Locate every line in the records below that contains the word "北陸自動車道", and copy each one.

Input material START

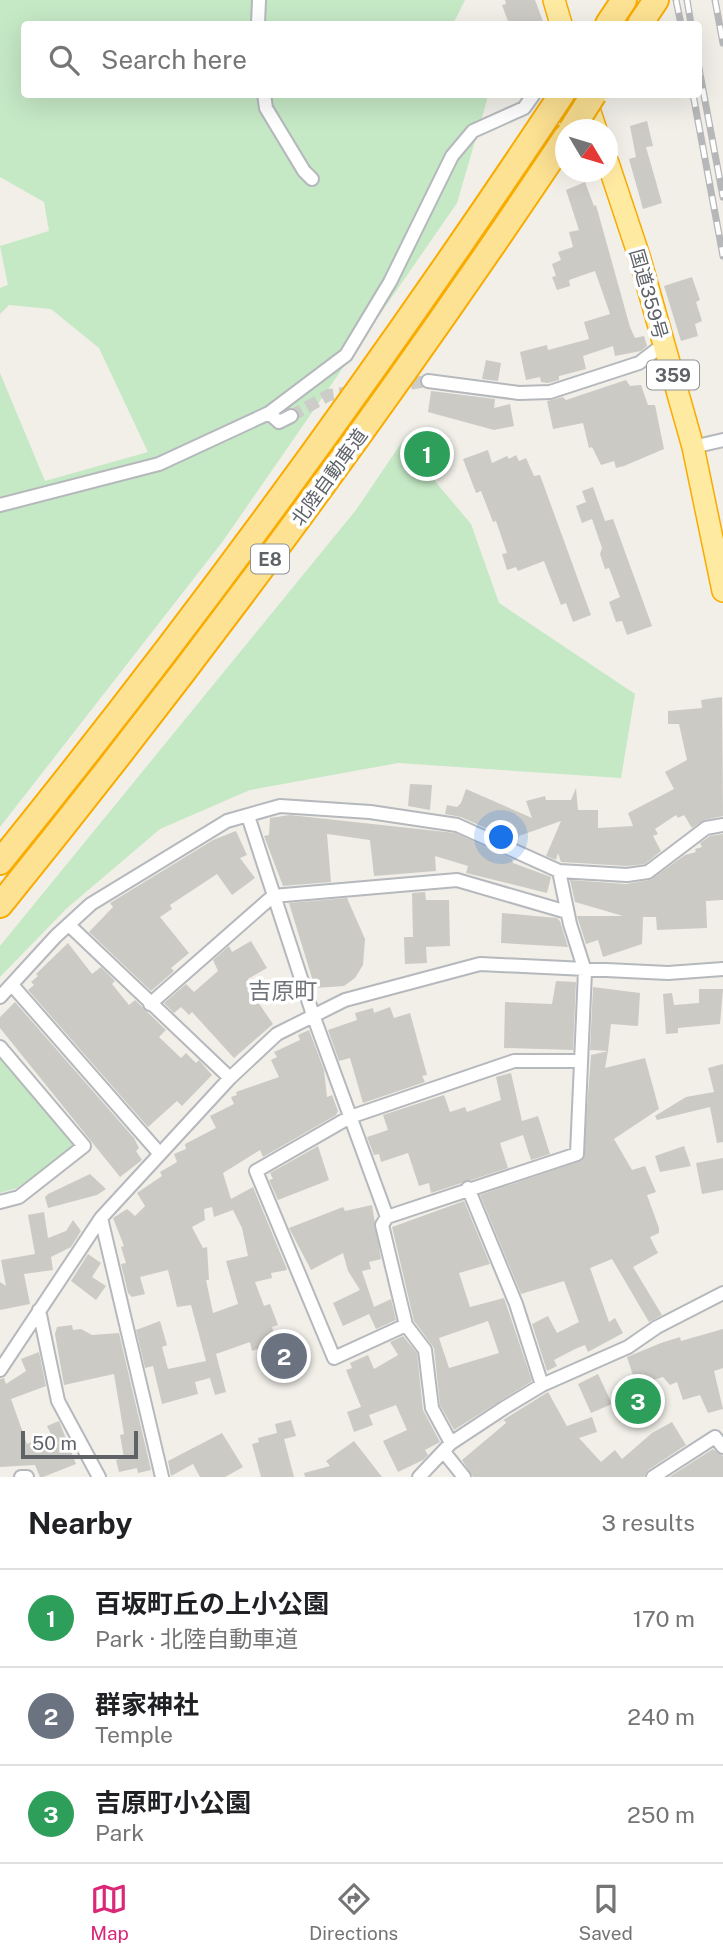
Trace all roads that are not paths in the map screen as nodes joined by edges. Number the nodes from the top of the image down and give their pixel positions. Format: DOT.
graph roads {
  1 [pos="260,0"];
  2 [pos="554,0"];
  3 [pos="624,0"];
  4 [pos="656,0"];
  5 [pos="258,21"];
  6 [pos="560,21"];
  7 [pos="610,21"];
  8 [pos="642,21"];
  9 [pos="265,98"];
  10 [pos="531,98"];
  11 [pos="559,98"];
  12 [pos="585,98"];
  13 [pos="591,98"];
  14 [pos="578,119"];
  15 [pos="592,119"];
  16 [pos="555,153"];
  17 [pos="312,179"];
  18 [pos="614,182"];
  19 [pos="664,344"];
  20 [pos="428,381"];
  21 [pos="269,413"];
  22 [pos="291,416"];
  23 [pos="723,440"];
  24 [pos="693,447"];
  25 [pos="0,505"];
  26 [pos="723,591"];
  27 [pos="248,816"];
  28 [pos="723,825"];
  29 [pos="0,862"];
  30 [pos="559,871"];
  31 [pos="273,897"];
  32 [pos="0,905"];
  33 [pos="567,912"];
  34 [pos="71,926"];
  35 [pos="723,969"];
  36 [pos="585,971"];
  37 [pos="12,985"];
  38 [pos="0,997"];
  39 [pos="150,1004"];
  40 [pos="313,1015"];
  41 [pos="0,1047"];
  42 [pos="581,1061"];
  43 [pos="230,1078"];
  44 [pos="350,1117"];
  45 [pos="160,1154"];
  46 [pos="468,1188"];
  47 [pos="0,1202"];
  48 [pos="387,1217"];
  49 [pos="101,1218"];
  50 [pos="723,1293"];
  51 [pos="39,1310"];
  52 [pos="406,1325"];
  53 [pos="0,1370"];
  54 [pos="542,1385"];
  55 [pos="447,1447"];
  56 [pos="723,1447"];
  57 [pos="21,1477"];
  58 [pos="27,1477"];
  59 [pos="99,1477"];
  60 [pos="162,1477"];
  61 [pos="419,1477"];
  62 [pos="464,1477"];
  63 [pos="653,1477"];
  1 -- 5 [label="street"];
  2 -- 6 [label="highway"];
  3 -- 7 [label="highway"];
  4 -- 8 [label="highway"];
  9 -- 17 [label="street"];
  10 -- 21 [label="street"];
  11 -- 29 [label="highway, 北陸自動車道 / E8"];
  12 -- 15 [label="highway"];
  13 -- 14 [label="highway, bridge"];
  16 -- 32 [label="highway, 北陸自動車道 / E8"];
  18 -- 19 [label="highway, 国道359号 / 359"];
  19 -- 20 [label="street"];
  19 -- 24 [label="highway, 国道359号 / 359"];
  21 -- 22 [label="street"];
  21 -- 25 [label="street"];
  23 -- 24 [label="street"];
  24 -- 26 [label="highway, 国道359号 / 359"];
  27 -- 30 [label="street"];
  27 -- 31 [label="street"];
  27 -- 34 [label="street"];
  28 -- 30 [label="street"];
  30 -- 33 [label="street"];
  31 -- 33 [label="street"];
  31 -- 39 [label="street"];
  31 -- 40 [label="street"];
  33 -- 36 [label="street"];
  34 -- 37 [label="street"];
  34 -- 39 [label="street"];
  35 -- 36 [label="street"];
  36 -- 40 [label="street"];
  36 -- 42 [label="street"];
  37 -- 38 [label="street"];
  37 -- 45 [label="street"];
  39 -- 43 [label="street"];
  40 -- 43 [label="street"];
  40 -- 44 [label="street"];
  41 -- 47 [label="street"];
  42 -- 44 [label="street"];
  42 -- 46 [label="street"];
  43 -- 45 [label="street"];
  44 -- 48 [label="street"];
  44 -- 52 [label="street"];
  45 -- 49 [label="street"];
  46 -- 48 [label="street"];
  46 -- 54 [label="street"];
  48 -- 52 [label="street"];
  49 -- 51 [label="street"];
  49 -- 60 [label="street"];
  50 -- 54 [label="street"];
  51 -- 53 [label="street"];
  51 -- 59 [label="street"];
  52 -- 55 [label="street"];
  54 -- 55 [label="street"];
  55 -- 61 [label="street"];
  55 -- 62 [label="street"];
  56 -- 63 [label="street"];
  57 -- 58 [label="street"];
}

Input material END

▸ **Task output**:
  11 -- 29 [label="highway, 北陸自動車道 / E8"];
  16 -- 32 [label="highway, 北陸自動車道 / E8"];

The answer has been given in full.